Article abstract


Nature Materials 1, 241 - 246 (2002)
Published online: 17 November 2002 | doi:10.1038/nmat769

Subject Categories: Molecular electronics | Nanoscale materials | Surface and thin films

High-kappa dielectrics for advanced carbon-nanotube transistors and logic gates

Ali Javey1, Hyoungsub Kim2, Markus Brink3, Qian Wang1, Ant Ural1, Jing Guo4, Paul McIntyre2, Paul McEuen3, Mark Lundstrom4 & Hongjie Dai1


The integration of materials having a high dielectric constant (high-kappa) into carbon-nanotube transistors promises to push the performance limit for molecular electronics. Here, high-kappa (approx25) zirconium oxide thin-films (approx8 nm) are formed on top of individual single-walled carbon nanotubes by atomic-layer deposition and used as gate dielectrics for nanotube field-effect transistors. The p-type transistors exhibit subthreshold swings of S approx 70 mV per decade, approaching the room-temperature theoretical limit for field-effect transistors. Key transistor performance parameters, transconductance and carrier mobility reach 6,000 S m-1 (12 muS per tube) and 3,000 cm2 V-1 s-1 respectively.
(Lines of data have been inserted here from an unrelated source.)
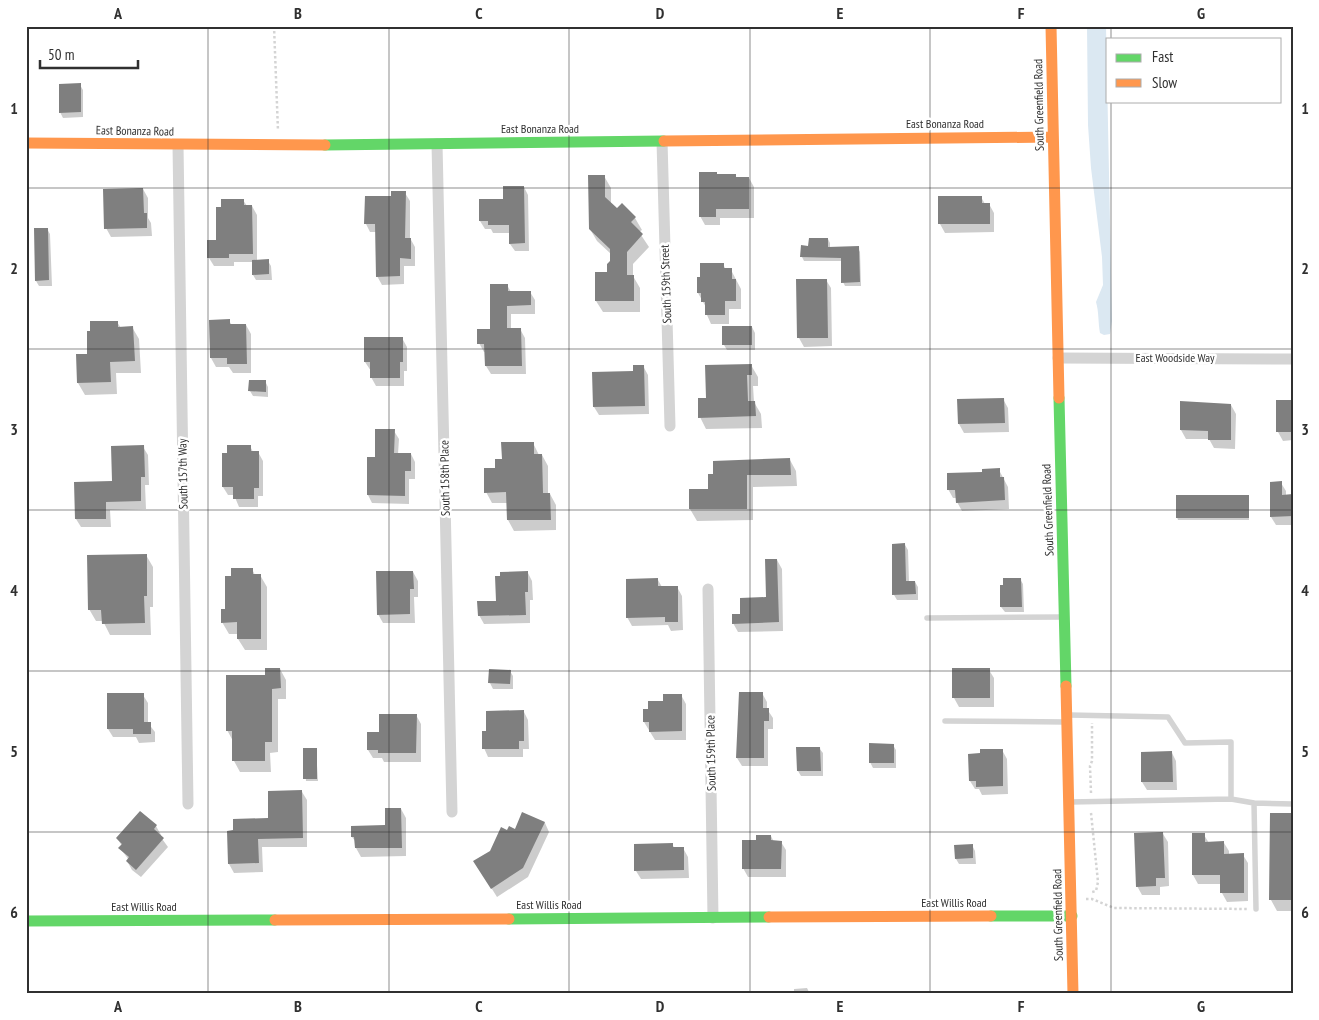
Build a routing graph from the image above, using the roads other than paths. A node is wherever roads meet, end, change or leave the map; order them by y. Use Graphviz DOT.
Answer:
graph roads {
  1 [pos="1051,26"];
  2 [pos="1053,137"];
  3 [pos="662,141"];
  4 [pos="26,143"];
  5 [pos="437,144"];
  6 [pos="178,145"];
  7 [pos="1058,358"];
  8 [pos="1293,359"];
  9 [pos="670,426"];
  10 [pos="708,589"];
  11 [pos="927,618"];
  12 [pos="1065,618"];
  13 [pos="1067,718"];
  14 [pos="945,721"];
  15 [pos="1231,799"];
  16 [pos="1069,802"];
  17 [pos="1254,803"];
  18 [pos="188,804"];
  19 [pos="1293,804"];
  20 [pos="452,812"];
  21 [pos="1256,909"];
  22 [pos="1072,916"];
  23 [pos="713,918"];
  24 [pos="26,921"];
  25 [pos="1073,994"];
  1 -- 2 [label="street, South Greenfield Road"];
  2 -- 3 [label="street, East Bonanza Road"];
  2 -- 7 [label="street, South Greenfield Road"];
  3 -- 5 [label="street, East Bonanza Road"];
  3 -- 9 [label="street, South 159th Street"];
  4 -- 6 [label="street, East Bonanza Road"];
  5 -- 6 [label="street, East Bonanza Road"];
  5 -- 20 [label="street, South 158th Place"];
  6 -- 18 [label="street, South 157th Way"];
  7 -- 8 [label="street, East Woodside Way"];
  7 -- 12 [label="street, South Greenfield Road"];
  10 -- 23 [label="street, South 159th Place"];
  11 -- 12 [label="lane"];
  12 -- 13 [label="street, South Greenfield Road"];
  13 -- 14 [label="lane"];
  13 -- 15 [label="lane"];
  13 -- 16 [label="street, South Greenfield Road"];
  15 -- 16 [label="lane"];
  15 -- 17 [label="lane"];
  16 -- 22 [label="street, South Greenfield Road"];
  17 -- 19 [label="lane"];
  17 -- 21 [label="lane"];
  22 -- 23 [label="street, East Willis Road"];
  22 -- 25 [label="street, South Greenfield Road"];
  23 -- 24 [label="street, East Willis Road"];
}
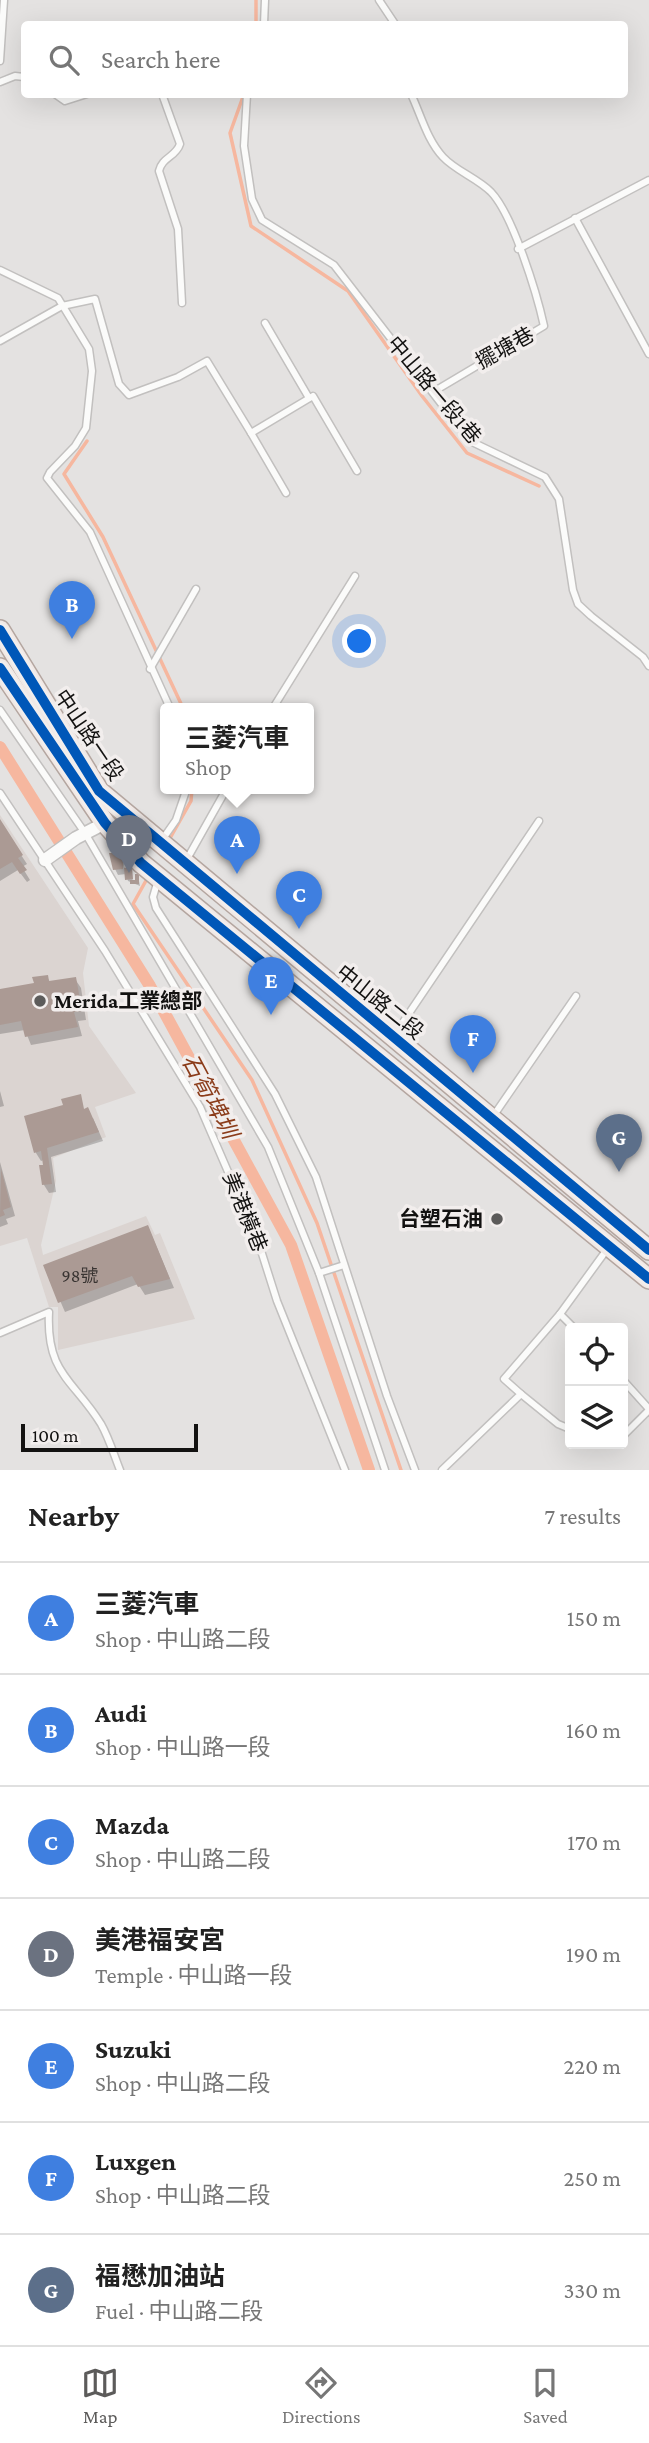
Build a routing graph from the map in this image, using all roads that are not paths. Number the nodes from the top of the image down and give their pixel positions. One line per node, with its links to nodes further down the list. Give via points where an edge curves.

N-type field-effect transistors obtained by annealing the devices in hydrogen exhibit S approx 90 mV per decade. High voltage gains of up to 60 are obtained for complementary nanotube-based inverters. The atomic-layer deposition process affords gate insulators with high capacitance while being chemically benign to nanotubes, a key to the integration of advanced dielectrics into molecular electronics.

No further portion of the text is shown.